A state of the art adaptive echo canceling algorithm alone is not sufficient to cancel an echo completely. A modeling error introduced by the echo canceler will result in a residual echo after the echo cancellation process. This residual echo is annoying to a listener. Residual echo is a problem whether or not there is background noise. Even if the background noise level is greater than the residual echo, the residual echo is annoying because, as the residual echo comes and goes, it is more perceptible to the listener. In most cases, the spectral properties of the residual echo are different from the background noise, making it even more perceptible.
Various techniques, such as residual echo suppresser and non-linear processor, are employed to eliminate the residual echo. Even though a residual echo suppresser works well in a noise free environment, some additional signal processing is needed to make this technique work in a noisy environment. In a noisy environment, the non-linear processing of the residual echo suppresser produces what is known as noise pumping. When the residual echo is suppressed, the additive background noise is also suppressed, resulting in noise pumping. To reduce the annoying effects of noise pumping, comfort noise, matched to the background noise, is inserted when the echo suppresser is activated.

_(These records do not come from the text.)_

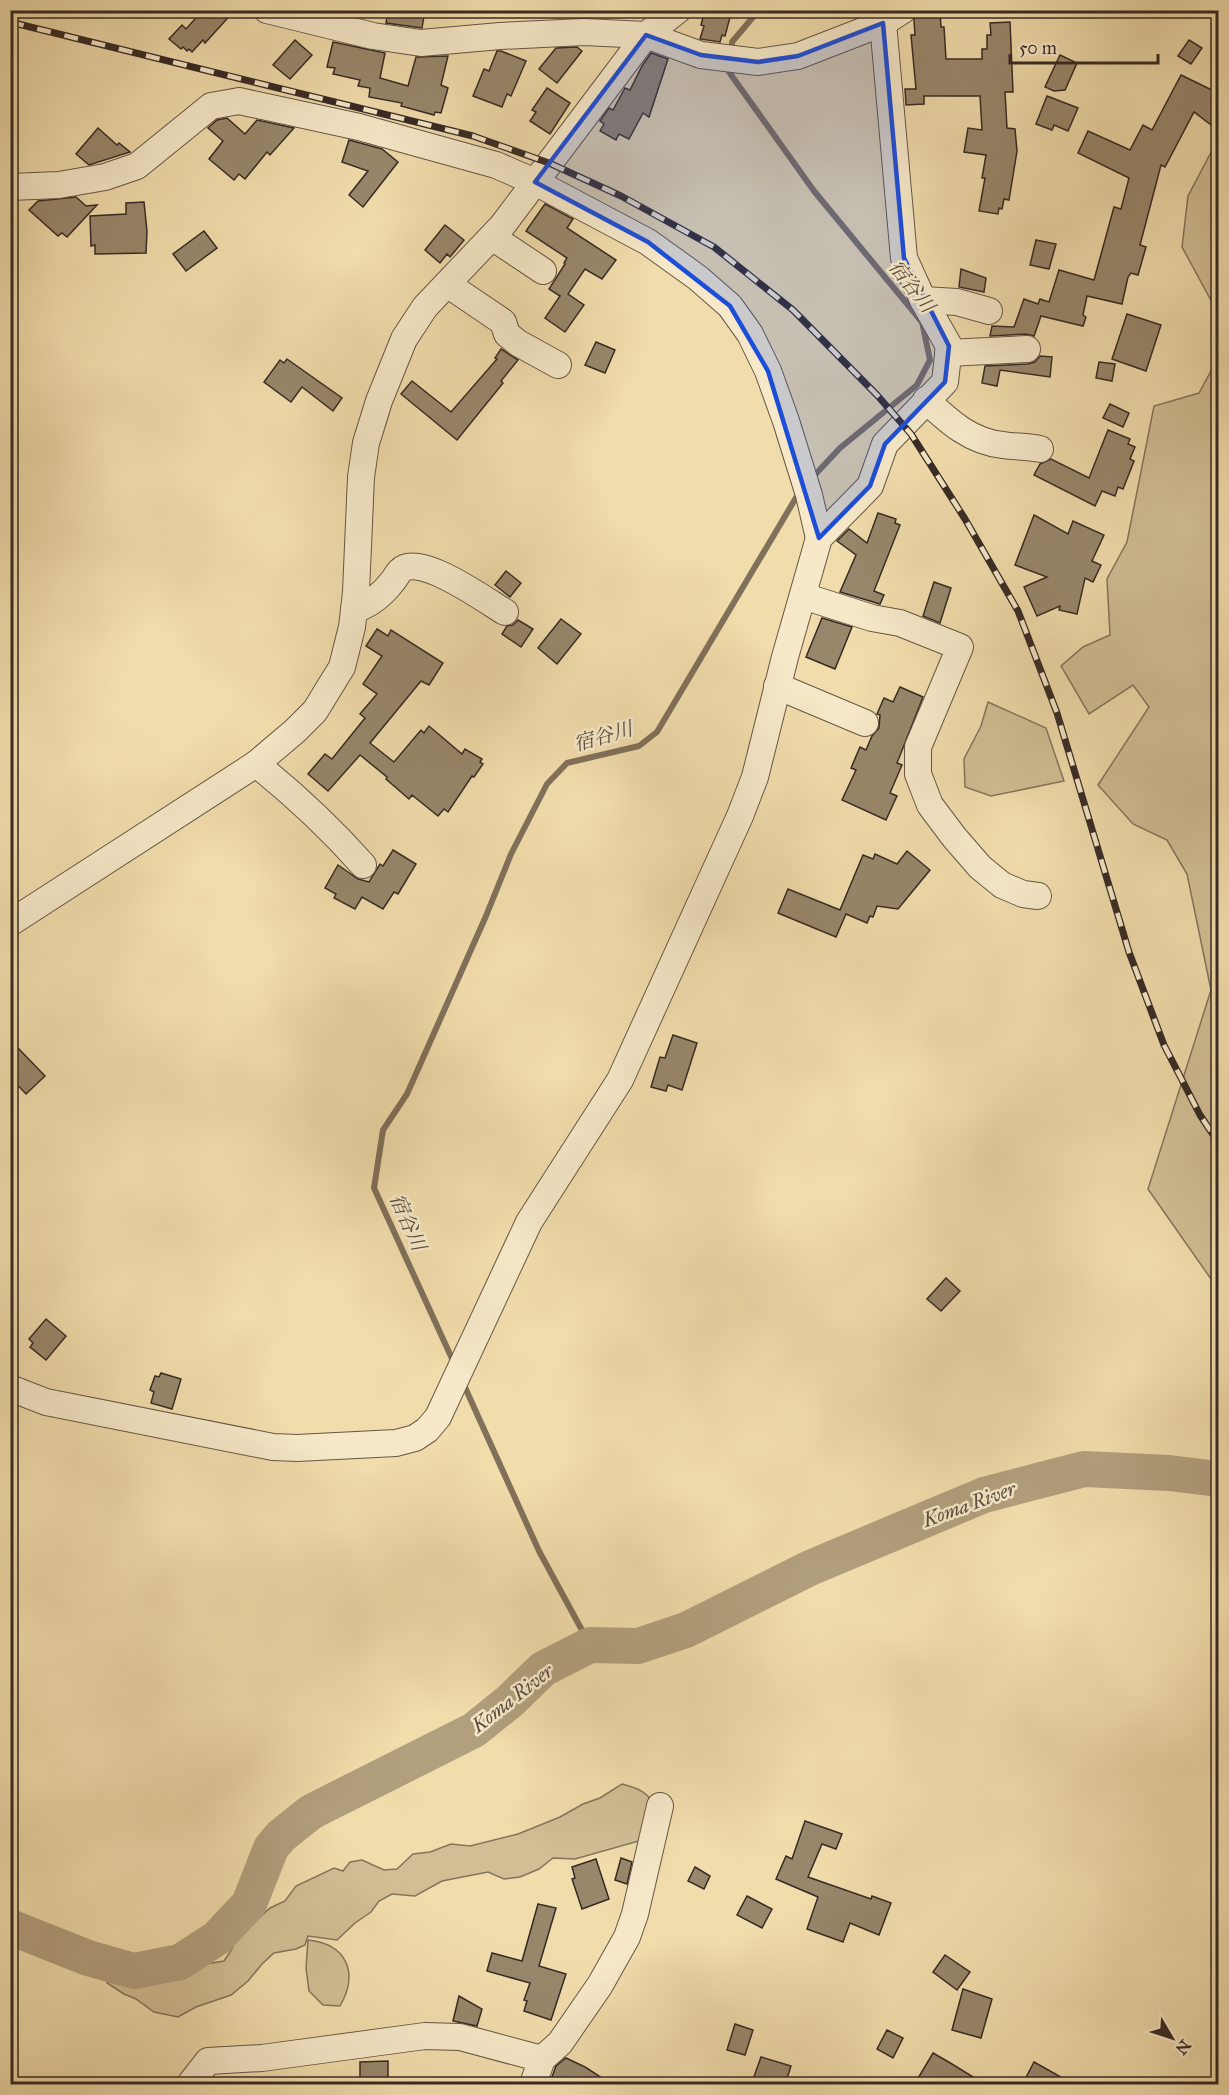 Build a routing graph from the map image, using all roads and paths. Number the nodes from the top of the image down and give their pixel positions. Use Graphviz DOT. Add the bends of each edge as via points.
graph roads {
  1 [pos="678,10"];
  2 [pos="277,12"];
  3 [pos="893,17"];
  4 [pos="646,35"];
  5 [pos="535,182"];
  6 [pos="10,188"];
  7 [pos="492,237"];
  8 [pos="543,271"];
  9 [pos="447,284"];
  10 [pos="923,300"];
  11 [pos="989,311"];
  12 [pos="1027,349"];
  13 [pos="948,353"];
  14 [pos="558,364"];
  15 [pos="926,400"];
  16 [pos="1041,449"];
  17 [pos="819,538"];
  18 [pos="802,596"];
  19 [pos="354,610"];
  20 [pos="505,612"];
  21 [pos="777,686"];
  22 [pos="865,723"];
  23 [pos="256,764"];
  24 [pos="363,865"];
  25 [pos="1038,897"];
  26 [pos="10,923"];
  27 [pos="10,1388"];
  28 [pos="660,1806"];
  29 [pos="542,2059"];
  30 [pos="190,2085"];
  31 [pos="533,2085"];
  1 -- 4 [label="street"];
  2 -- 4 [label="street" via="373,36 421,43 584,32"];
  3 -- 4 [label="street" via="798,56 758,62 701,55"];
  3 -- 10 [label="street" via="904,258"];
  4 -- 5 [label="street"];
  5 -- 6 [label="street" via="485,162 359,127 239,101 212,106 137,166 105,177 59,185"];
  5 -- 7 [label="street"];
  5 -- 17 [label="street" via="648,242 730,306 750,334 768,371"];
  7 -- 8 [label="street"];
  7 -- 9 [label="street"];
  9 -- 14 [label="street" via="503,322 507,333 518,343"];
  9 -- 19 [label="street" via="425,307 405,339 366,443 359,498"];
  10 -- 11 [label="street" via="957,302"];
  10 -- 13 [label="street" via="949,346"];
  12 -- 13 [label="street"];
  13 -- 15 [label="street" via="945,382"];
  15 -- 16 [label="street" via="953,425 981,441"];
  15 -- 17 [label="street" via="885,444 870,486"];
  17 -- 18 [label="street"];
  18 -- 21 [label="street"];
  18 -- 25 [label="street" via="900,623 960,646 918,747 918,774 930,805 980,867 1002,885"];
  19 -- 20 [label="street" via="376,598 401,569 421,566"];
  19 -- 23 [label="street" via="342,667 315,711"];
  21 -- 22 [label="street"];
  21 -- 27 [label="street" via="755,777 740,816 620,1080 529,1222 452,1389 427,1430 396,1443 273,1447 46,1402"];
  23 -- 24 [label="street" via="298,798"];
  23 -- 26 [label="street"];
  28 -- 29 [label="street" via="627,1937 560,2043"];
  29 -- 30 [label="street" via="460,2037 425,2037 208,2061"];
  29 -- 31 [label="street"];
}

Those of skill in the art recognize that, once an analog signal is converted to digital form, all subsequent operations can take place in one or more suitably programmed microprocessors. Use of the word “signal”, for example, does not necessarily mean either an analog signal or a digital signal. Data in memory, even a single bit, can be a signal.
“Efficiency” in a programming sense is the number of instructions required to perform a function. Few instructions are better or more efficient than many instructions. In languages other than machine (assembly) language, a line of code may involve hundreds of instructions. As used herein, “efficiency” relates to machine language instructions, not lines of code, because the number of instructions that can be executed per unit time determines how long it takes to perform an operation or to perform some function.
In the prior art, estimating noise power is computationally intensive, requiring either rapid calculation or sufficient time to complete a calculation. Rapid calculation requires high clock rates and more electrical power than desired, particularly in battery operated devices. Taking too much time for a calculation can lead to errors because the input signal has changed significantly during calculation.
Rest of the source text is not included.